## Records provided:
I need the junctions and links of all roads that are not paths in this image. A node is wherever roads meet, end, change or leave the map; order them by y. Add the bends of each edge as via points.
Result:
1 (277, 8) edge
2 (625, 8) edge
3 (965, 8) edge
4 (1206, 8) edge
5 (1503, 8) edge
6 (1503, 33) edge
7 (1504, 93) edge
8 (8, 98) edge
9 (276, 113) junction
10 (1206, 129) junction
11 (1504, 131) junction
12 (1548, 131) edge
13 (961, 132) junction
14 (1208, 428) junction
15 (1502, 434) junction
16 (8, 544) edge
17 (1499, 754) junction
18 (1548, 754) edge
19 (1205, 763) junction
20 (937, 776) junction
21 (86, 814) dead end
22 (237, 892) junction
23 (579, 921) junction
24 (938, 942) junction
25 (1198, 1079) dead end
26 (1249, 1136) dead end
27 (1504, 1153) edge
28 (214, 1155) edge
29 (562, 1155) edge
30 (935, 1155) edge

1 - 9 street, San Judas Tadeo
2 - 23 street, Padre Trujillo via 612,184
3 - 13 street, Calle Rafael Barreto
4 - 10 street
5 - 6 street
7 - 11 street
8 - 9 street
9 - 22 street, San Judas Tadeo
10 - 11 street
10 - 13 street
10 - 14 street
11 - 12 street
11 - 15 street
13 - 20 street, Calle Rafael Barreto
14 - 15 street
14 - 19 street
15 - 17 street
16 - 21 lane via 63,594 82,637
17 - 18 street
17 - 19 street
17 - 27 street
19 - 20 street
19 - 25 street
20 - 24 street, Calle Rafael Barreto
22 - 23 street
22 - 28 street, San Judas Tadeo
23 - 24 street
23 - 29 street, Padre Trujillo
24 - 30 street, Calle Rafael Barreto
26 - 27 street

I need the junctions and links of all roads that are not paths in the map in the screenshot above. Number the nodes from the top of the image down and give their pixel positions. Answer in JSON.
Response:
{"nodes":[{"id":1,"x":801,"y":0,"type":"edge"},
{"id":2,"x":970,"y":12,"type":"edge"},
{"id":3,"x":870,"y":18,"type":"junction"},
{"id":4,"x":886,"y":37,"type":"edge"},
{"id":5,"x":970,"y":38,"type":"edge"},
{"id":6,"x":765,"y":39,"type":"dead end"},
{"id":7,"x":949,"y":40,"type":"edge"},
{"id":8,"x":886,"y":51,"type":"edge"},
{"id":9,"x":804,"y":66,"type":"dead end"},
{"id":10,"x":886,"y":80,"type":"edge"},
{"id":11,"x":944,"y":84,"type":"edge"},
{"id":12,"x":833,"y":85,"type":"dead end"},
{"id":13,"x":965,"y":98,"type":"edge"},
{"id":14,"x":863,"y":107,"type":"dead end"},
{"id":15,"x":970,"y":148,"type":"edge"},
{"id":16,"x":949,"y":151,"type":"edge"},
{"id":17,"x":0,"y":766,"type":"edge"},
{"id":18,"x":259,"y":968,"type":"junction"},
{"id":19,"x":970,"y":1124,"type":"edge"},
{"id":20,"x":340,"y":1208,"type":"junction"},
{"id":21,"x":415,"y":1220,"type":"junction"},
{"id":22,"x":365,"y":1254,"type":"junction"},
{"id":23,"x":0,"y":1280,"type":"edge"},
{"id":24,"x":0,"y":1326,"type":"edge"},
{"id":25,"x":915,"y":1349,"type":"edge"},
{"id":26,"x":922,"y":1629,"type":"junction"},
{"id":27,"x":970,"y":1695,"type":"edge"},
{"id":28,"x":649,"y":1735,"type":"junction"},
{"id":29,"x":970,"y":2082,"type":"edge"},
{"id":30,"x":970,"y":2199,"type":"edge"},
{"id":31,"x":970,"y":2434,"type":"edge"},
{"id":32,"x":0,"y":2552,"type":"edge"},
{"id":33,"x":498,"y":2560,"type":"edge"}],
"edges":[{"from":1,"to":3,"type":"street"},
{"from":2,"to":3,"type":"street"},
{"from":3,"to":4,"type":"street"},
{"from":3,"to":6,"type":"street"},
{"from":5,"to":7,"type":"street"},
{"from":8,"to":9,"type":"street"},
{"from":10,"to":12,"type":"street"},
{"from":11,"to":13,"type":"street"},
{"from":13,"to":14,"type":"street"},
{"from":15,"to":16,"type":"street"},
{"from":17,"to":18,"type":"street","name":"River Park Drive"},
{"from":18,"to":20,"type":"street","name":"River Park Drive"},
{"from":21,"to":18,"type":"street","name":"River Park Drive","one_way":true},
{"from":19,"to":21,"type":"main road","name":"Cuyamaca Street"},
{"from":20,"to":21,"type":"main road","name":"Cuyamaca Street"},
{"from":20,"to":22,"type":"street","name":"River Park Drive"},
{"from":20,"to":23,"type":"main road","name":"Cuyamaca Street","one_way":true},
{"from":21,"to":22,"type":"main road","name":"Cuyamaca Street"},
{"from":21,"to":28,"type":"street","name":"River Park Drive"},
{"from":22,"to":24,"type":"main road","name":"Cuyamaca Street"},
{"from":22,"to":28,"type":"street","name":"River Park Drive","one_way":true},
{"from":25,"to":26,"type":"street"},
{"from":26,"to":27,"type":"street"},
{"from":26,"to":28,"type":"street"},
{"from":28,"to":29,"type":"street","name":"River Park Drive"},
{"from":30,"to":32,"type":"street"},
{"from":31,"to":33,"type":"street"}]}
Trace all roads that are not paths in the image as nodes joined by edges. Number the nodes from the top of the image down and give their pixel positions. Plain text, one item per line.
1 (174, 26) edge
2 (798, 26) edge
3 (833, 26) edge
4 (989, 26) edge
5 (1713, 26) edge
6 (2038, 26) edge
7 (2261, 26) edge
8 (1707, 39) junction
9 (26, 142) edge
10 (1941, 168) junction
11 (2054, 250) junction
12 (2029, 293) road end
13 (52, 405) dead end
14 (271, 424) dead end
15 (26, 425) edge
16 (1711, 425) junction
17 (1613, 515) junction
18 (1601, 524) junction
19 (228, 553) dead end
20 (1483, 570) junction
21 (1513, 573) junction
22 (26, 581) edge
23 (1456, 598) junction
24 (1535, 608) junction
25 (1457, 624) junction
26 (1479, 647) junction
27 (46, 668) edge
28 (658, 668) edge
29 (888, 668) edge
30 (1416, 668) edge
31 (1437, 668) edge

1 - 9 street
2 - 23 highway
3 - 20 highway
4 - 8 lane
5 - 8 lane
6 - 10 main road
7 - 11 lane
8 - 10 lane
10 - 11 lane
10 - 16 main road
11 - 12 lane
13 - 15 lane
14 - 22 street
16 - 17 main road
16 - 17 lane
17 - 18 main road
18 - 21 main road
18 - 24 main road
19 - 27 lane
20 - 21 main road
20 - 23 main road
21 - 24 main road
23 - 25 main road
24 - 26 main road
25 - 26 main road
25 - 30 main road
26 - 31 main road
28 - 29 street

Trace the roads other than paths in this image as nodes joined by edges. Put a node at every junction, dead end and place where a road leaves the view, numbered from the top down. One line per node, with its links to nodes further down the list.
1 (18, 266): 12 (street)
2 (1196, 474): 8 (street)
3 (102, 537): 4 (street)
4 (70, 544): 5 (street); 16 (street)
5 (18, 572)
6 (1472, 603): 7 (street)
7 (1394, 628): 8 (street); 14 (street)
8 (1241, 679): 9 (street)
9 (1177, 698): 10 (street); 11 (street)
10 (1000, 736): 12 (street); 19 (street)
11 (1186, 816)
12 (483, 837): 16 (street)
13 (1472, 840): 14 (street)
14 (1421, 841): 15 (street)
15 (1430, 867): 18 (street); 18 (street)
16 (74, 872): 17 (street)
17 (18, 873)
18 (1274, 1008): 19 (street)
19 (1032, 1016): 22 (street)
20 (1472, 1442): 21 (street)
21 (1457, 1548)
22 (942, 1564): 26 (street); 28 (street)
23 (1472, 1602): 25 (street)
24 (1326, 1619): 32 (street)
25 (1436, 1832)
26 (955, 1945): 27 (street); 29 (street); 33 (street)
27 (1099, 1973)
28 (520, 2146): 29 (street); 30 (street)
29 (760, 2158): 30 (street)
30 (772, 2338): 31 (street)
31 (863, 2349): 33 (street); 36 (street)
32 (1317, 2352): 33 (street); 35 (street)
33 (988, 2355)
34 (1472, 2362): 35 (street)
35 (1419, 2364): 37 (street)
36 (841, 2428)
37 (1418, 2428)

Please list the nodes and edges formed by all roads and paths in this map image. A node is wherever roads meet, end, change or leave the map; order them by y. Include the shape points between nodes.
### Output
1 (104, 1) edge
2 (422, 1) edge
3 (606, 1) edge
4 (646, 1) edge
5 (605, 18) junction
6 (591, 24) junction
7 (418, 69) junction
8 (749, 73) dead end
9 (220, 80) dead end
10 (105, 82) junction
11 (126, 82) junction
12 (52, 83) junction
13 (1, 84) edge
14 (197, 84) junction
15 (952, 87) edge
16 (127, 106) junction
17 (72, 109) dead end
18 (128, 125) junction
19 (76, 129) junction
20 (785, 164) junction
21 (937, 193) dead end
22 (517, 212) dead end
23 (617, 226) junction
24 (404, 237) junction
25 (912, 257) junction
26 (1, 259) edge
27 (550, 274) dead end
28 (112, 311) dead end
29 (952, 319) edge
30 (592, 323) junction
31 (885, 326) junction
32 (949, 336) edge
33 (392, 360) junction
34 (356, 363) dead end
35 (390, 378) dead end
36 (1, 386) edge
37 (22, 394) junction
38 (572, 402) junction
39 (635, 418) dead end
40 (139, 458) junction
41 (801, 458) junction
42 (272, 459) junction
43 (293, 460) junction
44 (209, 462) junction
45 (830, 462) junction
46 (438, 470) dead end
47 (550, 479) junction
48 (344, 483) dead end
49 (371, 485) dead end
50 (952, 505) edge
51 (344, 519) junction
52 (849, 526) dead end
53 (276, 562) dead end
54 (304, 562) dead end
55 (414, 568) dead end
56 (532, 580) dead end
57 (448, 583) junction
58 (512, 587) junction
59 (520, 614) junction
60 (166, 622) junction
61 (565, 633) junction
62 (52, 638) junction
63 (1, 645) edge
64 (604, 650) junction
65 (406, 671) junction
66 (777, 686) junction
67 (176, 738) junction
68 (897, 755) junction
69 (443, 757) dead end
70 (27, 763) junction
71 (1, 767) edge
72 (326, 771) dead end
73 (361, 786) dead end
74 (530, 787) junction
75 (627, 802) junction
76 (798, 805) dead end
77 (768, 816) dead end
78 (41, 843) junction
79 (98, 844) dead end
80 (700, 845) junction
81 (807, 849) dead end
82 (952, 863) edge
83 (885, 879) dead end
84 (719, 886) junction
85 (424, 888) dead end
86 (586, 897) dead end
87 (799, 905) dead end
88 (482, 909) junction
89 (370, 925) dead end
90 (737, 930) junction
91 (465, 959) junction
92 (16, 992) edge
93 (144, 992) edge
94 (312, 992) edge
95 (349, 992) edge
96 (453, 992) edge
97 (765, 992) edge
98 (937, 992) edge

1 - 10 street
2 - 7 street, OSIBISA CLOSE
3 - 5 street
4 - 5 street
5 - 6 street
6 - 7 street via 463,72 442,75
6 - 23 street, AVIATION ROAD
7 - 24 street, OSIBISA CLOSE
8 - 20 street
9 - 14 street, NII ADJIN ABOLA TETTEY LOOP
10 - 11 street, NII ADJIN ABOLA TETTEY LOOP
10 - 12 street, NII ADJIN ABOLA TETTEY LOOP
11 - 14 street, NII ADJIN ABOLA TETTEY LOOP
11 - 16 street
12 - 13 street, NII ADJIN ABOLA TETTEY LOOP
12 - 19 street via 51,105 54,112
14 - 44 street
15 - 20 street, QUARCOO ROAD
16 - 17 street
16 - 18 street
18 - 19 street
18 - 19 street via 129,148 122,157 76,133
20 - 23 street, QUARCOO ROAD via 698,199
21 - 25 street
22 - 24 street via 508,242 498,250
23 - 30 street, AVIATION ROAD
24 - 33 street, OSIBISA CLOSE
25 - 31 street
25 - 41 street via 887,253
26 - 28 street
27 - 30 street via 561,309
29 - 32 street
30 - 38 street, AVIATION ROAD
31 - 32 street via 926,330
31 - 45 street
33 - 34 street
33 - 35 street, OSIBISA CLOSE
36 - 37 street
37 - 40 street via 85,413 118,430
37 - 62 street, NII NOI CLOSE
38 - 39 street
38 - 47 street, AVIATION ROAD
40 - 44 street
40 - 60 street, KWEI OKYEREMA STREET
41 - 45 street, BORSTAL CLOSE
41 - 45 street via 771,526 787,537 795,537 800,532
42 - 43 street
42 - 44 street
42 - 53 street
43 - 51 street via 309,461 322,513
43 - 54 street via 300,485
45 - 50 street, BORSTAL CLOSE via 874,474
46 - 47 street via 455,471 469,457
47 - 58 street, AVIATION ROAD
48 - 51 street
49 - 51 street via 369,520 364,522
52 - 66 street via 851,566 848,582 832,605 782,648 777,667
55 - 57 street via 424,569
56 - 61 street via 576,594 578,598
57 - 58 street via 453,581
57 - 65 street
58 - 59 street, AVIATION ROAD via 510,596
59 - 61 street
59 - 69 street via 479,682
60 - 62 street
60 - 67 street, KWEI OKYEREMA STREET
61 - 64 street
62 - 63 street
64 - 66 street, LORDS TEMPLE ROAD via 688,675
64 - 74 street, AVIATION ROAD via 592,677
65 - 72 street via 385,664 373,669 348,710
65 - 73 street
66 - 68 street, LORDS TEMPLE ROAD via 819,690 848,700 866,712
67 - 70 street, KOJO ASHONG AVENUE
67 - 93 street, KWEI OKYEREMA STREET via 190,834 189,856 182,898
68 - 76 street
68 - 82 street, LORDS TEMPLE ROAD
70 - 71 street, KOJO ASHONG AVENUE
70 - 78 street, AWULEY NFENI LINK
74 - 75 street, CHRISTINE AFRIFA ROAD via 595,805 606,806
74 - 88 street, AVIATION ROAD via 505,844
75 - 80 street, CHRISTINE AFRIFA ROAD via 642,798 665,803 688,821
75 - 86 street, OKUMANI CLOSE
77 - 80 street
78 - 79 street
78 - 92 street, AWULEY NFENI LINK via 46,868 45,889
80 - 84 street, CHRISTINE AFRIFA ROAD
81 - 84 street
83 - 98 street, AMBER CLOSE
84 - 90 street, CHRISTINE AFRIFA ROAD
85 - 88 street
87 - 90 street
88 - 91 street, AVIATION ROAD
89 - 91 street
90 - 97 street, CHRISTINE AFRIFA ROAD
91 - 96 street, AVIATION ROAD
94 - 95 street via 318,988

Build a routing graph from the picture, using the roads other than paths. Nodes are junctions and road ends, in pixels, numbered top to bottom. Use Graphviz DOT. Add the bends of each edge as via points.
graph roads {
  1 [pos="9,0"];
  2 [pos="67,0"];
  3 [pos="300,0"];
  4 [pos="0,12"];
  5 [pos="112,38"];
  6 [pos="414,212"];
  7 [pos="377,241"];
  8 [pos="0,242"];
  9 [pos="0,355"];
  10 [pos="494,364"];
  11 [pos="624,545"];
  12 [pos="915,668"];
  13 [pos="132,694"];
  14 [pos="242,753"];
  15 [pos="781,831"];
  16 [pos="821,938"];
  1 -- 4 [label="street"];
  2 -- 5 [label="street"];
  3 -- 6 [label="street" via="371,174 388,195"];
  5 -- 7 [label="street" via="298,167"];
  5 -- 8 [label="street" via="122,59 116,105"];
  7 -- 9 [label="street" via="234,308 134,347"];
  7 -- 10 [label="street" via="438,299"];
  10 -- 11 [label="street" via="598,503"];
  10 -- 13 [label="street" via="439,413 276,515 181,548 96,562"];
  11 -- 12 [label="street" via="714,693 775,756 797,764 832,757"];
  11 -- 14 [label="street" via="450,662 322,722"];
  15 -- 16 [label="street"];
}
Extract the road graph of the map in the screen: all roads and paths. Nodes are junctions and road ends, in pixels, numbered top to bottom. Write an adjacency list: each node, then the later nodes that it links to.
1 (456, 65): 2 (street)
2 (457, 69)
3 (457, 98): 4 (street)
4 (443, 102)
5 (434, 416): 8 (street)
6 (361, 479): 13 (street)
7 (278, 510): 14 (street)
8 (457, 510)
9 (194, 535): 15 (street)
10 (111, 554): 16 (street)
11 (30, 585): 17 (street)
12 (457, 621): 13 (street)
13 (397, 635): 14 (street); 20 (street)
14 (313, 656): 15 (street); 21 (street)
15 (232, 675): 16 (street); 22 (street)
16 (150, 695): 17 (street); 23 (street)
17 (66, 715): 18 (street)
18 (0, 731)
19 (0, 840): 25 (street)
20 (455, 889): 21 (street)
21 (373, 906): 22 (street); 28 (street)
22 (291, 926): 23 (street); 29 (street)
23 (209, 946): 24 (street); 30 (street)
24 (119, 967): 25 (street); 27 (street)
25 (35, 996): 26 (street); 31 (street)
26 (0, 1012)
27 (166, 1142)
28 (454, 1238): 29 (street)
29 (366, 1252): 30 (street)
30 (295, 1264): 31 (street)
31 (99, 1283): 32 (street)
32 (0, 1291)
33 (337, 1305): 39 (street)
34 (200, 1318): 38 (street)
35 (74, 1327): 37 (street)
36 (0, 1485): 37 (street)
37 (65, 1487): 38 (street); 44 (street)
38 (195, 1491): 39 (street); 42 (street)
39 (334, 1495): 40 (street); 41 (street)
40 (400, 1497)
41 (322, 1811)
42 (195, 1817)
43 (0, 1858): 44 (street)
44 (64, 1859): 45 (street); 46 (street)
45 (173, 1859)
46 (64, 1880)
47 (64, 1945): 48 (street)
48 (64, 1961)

## Work item:
Copy all lines from the material above that hold the word "bends".

## Exercise answer:
I need the junctions and links of all roads that are not paths in this image. A node is wherever roads meet, end, change or leave the map; order them by y. Add the bends of each edge as via points.
Build a routing graph from the picture, using the roads other than paths. Nodes are junctions and road ends, in pixels, numbered top to bottom. Use Graphviz DOT. Add the bends of each edge as via points.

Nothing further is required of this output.